#### YOUR INSTRUCTIONS
Among the lines below, a stretch begins at the one with "I am building" and ends at the one with "Parse this map". Repeat that stretch exactly, ends included.

#### TASK DATA
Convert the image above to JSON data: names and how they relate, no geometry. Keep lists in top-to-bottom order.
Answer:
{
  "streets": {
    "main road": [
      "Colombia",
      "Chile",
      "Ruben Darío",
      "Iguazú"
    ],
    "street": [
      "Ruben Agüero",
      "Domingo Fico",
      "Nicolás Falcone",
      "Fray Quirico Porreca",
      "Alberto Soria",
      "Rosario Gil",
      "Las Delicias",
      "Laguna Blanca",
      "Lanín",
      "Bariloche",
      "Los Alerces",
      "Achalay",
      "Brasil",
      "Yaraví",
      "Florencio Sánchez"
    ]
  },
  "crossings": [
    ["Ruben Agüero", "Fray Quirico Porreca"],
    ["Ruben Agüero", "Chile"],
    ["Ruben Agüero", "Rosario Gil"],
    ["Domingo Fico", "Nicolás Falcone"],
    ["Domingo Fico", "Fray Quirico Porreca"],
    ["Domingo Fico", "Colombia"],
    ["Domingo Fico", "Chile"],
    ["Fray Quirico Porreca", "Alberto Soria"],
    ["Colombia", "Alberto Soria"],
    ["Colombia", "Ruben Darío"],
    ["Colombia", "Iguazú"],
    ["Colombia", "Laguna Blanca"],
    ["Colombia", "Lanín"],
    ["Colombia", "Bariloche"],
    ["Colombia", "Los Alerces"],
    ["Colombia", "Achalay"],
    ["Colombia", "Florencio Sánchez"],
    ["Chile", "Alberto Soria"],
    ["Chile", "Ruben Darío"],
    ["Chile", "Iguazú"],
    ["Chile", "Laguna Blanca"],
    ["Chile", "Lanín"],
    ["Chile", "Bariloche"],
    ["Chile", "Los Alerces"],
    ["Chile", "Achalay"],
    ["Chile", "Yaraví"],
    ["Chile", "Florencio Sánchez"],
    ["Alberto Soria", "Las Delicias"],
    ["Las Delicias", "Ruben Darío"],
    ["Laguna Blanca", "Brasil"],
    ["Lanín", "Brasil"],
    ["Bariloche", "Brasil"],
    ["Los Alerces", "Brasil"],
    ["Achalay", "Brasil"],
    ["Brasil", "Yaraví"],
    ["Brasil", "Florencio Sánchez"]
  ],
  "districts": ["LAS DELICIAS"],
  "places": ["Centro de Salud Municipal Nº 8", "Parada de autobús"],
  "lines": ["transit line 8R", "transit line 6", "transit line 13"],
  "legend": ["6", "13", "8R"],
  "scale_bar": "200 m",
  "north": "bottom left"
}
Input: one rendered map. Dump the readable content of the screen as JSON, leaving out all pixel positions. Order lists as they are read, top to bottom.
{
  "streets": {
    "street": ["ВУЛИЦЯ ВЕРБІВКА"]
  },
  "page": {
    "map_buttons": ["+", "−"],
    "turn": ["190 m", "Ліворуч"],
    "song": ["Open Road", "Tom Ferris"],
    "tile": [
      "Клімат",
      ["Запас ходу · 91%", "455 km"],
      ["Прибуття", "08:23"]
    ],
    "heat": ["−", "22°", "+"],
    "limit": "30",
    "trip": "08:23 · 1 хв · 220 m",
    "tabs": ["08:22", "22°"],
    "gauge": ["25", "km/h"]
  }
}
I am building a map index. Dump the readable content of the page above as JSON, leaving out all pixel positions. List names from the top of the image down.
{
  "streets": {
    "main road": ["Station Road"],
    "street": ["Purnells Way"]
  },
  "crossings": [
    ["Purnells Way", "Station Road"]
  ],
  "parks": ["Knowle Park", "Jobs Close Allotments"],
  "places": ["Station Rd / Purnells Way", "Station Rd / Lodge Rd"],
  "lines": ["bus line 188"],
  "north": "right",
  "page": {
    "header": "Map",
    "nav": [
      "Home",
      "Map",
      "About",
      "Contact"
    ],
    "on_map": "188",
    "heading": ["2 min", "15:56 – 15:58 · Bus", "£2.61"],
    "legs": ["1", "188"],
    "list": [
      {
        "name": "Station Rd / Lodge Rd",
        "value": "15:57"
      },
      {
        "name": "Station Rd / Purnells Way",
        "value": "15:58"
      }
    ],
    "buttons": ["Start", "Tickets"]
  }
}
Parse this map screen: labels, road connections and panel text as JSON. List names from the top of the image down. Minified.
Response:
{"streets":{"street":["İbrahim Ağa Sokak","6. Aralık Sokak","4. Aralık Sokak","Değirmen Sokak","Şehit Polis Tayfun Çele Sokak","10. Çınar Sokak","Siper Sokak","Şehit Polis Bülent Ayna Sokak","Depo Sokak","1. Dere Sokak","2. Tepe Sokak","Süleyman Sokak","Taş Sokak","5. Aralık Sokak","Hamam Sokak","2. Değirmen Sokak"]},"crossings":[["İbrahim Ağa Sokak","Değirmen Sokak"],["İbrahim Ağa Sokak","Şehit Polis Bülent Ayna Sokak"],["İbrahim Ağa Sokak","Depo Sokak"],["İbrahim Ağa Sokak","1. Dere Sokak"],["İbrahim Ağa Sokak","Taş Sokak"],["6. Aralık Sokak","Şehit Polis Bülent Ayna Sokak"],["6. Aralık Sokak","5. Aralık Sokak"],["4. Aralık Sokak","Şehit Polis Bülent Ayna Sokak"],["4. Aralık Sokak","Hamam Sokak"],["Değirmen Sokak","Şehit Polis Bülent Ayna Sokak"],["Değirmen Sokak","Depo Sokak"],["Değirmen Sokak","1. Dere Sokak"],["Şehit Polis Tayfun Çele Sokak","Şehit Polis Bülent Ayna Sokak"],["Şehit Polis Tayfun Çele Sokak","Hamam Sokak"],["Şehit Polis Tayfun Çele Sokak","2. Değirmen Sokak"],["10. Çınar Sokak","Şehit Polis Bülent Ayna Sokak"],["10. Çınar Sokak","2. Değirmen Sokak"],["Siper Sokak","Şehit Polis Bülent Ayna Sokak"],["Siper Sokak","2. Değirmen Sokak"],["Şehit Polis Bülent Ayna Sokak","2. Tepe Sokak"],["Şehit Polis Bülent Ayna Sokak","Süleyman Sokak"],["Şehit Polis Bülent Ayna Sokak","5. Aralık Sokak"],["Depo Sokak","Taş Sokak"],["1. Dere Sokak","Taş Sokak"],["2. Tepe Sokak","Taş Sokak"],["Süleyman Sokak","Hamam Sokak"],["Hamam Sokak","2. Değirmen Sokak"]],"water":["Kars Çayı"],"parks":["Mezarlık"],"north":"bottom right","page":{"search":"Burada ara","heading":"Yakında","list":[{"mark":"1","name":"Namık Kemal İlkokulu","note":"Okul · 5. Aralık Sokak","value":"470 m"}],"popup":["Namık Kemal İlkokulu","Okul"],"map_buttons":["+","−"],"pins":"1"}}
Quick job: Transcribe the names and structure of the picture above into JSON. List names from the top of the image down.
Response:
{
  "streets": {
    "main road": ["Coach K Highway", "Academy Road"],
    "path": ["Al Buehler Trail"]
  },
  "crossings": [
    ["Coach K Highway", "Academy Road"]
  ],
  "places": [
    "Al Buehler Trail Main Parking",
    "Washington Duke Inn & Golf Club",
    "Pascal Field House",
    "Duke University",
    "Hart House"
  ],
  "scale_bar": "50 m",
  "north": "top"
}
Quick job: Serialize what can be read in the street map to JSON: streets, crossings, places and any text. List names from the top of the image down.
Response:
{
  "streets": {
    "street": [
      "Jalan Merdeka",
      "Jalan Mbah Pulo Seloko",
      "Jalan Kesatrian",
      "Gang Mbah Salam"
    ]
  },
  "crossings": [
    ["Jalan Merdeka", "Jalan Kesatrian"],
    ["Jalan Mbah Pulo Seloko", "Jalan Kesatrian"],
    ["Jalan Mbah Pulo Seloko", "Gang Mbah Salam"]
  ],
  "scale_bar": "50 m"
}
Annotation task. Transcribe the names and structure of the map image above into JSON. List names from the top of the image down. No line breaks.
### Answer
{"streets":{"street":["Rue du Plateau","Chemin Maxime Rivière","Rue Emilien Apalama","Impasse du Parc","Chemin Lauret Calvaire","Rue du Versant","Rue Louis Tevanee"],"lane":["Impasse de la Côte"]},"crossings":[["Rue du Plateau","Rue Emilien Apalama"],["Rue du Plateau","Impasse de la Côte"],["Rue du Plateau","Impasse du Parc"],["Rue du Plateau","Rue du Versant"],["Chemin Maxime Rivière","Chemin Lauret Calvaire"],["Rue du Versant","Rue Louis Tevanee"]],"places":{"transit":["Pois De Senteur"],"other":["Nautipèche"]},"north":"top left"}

#### ANSWER BOX
I am building a map index. Dump the readable content of the page above as JSON, leaving out all pixel positions. List names from the top of the image down.
{
  "streets": {
    "main road": ["Station Road"],
    "street": ["Purnells Way"]
  },
  "crossings": [
    ["Purnells Way", "Station Road"]
  ],
  "parks": ["Knowle Park", "Jobs Close Allotments"],
  "places": ["Station Rd / Purnells Way", "Station Rd / Lodge Rd"],
  "lines": ["bus line 188"],
  "north": "right",
  "page": {
    "header": "Map",
    "nav": [
      "Home",
      "Map",
      "About",
      "Contact"
    ],
    "on_map": "188",
    "heading": ["2 min", "15:56 – 15:58 · Bus", "£2.61"],
    "legs": ["1", "188"],
    "list": [
      {
        "name": "Station Rd / Lodge Rd",
        "value": "15:57"
      },
      {
        "name": "Station Rd / Purnells Way",
        "value": "15:58"
      }
    ],
    "buttons": ["Start", "Tickets"]
  }
}
Parse this map screen: labels, road connections and panel text as JSON. List names from the top of the image down. Minified.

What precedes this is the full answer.